A story that always stuck with me was from an ex sex-addict named Erica Garza, who wrote about her life in a book called Getting Off. As a child of immigrants she had no felt sense of belonging, no sense of being accepted. Looking outward for someone to model herself to, she idolized sitcom families on TV like Full House, Growing Pains. She carried that with her as a young woman who learned to offset the psychological pain with physical pleasure, to offset the not-belonging with its closest counterfeit — being wanted. Being desired became her identity. She only knew acceptance through proximity to another’s hunger. And so she spent the majority of her young life compelled toward sex — to accept all sexual attention, to compulsively act it out, to not feel whole without it. Not because she genuinely desired it but because her identity was fractured, and being desired allowed her, if only for a second, to feel connected.
Then one night — she was in her late twenties — she and a partner decided to take ecstasy. She’d always been too scared to try it but this time agreed.
“Some time after taking it, I remember sinking back into his couch and feeling something I had not felt in years. A complete and utter sense of peace… It was like looking through a window and seeing this whole new beautiful world where pleasure existed without my need to do anything. Just breathing was satisfying enough.”

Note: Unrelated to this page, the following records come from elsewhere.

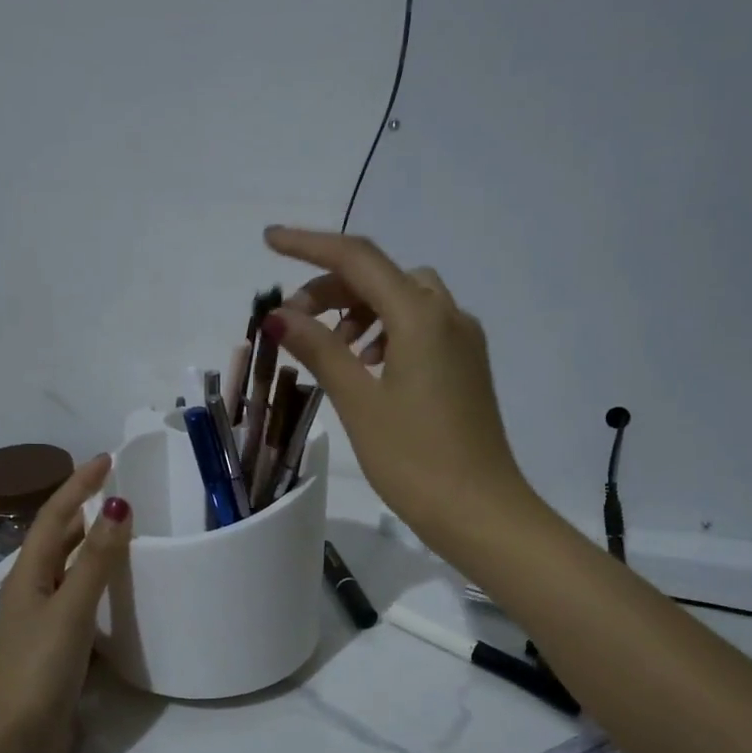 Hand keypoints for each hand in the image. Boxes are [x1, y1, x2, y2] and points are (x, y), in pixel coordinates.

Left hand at [0, 454, 130, 752]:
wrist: (16, 740)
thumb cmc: (39, 667)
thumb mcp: (70, 608)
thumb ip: (96, 559)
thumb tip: (117, 506)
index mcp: (28, 575)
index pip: (56, 516)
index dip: (78, 484)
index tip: (107, 459)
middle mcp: (31, 590)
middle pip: (59, 538)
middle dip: (85, 509)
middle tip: (121, 491)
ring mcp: (42, 619)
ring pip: (70, 568)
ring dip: (93, 544)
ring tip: (126, 531)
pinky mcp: (56, 644)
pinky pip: (80, 596)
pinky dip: (99, 581)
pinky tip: (120, 589)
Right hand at [263, 226, 533, 556]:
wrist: (481, 511)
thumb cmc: (414, 460)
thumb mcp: (359, 402)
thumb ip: (320, 350)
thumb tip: (279, 314)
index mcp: (421, 316)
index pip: (358, 259)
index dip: (310, 245)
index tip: (270, 241)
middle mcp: (449, 316)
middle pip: (383, 276)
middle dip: (334, 287)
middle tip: (295, 321)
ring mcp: (464, 341)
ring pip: (406, 300)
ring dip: (362, 310)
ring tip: (332, 347)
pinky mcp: (467, 367)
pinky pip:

Instead of feeling compelled to go toward another person, instead of feeling like somebody else was needed to complete something, instead of feeling a gap of hollowness that compelled her, for once — maybe for the first time — she felt utterly fulfilled in simply ‘being’. The thought of seeking more suddenly didn’t make sense. She knew herself beyond a proximity to others wants.
That window didn’t stay open. She crashed hours later. But she’d seen something that night. A door opened. She got a glimpse of something. Herself without that gaping whole in her chest. And over the years that followed she learned to find that place again, sober, on her own through yoga and meditation.
That stuck with me because that’s our problem. We use sex to self-soothe, to off-set neuroses, to feel accepted, to connect, even to bring us salvation. It can do none of those things. It’s salt-water to the thirsty. We are being called to something deeper within ourselves. Our shame won’t get us there, our moral outrage won’t guide us there, mere book knowledge won’t take us there. Only knowing that source within ourselves. To drink from it, bathe in it, suffuse ourselves with it, stay with it. Erica stumbled upon something that we all have access to — our natural state.